======== THE INPUT ========

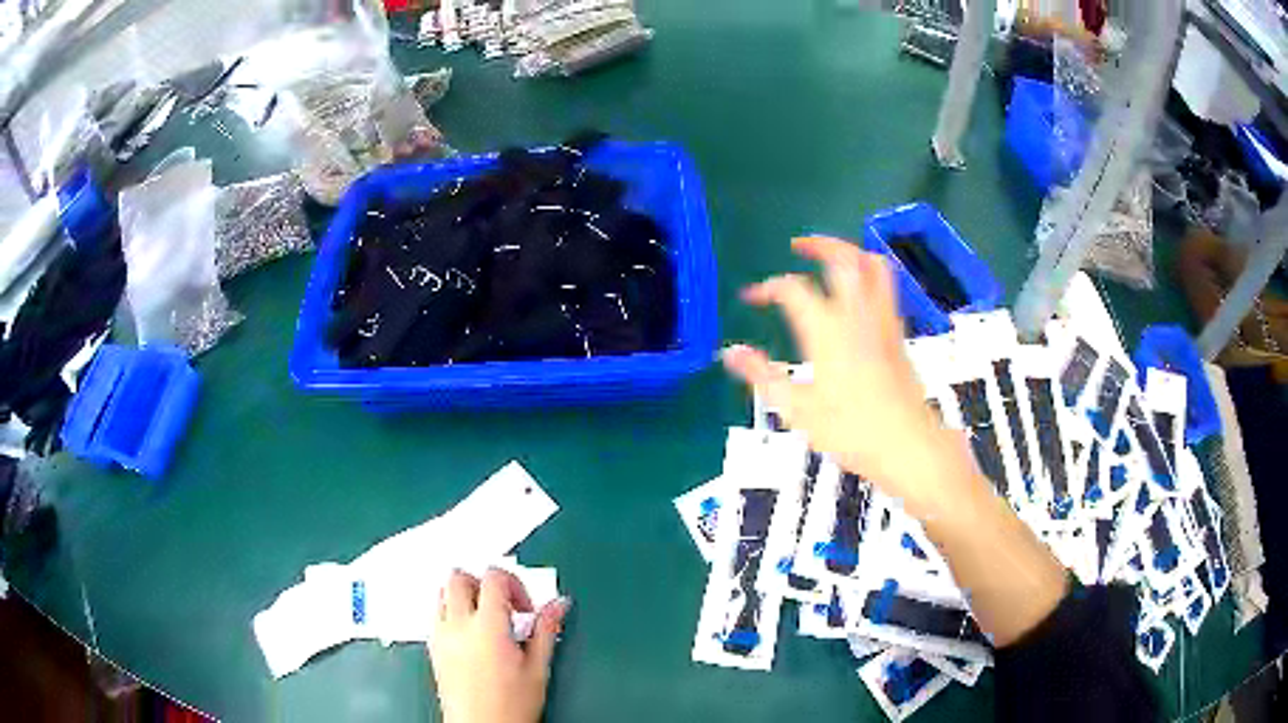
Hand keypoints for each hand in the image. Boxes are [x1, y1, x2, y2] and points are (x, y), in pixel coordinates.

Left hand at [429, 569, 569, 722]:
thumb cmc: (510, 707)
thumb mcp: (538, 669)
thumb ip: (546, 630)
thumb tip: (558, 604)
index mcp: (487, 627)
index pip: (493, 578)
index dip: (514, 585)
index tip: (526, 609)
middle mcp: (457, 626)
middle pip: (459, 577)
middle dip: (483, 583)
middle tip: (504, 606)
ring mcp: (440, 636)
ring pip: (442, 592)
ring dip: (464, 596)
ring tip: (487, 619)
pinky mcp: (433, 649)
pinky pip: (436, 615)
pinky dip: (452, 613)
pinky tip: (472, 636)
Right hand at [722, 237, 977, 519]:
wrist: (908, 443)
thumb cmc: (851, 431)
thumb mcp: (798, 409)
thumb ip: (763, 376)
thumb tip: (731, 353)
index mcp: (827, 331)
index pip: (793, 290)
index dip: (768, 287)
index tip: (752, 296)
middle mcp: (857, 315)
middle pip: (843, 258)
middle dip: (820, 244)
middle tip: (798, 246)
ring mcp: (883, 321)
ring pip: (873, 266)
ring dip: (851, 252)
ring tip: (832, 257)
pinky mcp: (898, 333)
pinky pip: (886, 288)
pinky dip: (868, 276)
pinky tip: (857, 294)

========
======== THE INPUT ========

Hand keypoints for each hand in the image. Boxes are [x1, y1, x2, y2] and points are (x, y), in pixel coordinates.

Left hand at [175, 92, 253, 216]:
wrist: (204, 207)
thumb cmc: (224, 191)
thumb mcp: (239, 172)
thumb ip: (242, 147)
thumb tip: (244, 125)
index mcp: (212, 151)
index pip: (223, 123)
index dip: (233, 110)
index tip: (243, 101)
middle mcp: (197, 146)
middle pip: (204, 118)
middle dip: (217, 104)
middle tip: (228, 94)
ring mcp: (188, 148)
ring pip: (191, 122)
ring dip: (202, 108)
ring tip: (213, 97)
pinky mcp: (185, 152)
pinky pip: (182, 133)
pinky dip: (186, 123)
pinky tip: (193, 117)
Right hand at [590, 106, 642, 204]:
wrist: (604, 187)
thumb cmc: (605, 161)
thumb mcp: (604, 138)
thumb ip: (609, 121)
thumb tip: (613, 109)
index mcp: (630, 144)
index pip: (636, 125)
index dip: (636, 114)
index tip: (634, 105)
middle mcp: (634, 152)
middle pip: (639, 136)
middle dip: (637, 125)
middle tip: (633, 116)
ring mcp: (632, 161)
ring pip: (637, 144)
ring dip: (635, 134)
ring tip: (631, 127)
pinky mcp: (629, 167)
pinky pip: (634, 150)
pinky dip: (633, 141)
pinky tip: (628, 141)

========

EXERCISE PROMPT = From the records above, transcribe exactly the run of lines that opens with the line holding "thumb mcp: (538, 669)" and closes with the line holding "ring tip: (832, 257)", both included.

ANSWER TO THIS EXERCISE =
thumb mcp: (538, 669)
thumb ip: (546, 630)
thumb tip: (558, 604)
index mcp: (487, 627)
index pip: (493, 578)
index dip: (514, 585)
index tip: (526, 609)
middle mcp: (457, 626)
middle pip: (459, 577)
middle dip: (483, 583)
middle tip: (504, 606)
ring mcp: (440, 636)
ring pip: (442, 592)
ring dip: (464, 596)
ring tip: (487, 619)
pinky mcp: (433, 649)
pinky pip: (436, 615)
pinky dip: (452, 613)
pinky tip: (472, 636)
Right hand at [722, 237, 977, 519]:
wrist: (908, 443)
thumb cmc: (851, 431)
thumb mcp: (798, 409)
thumb ip: (763, 376)
thumb tip: (731, 353)
index mcp: (827, 331)
index pip: (793, 290)
index dip: (768, 287)
index tip: (752, 296)
middle mcp: (857, 315)
middle pip: (843, 258)
middle dip: (820, 244)
middle tip: (798, 246)
ring mcp: (883, 321)
ring pip: (873, 266)
ring dip: (851, 252)
ring tip: (832, 257)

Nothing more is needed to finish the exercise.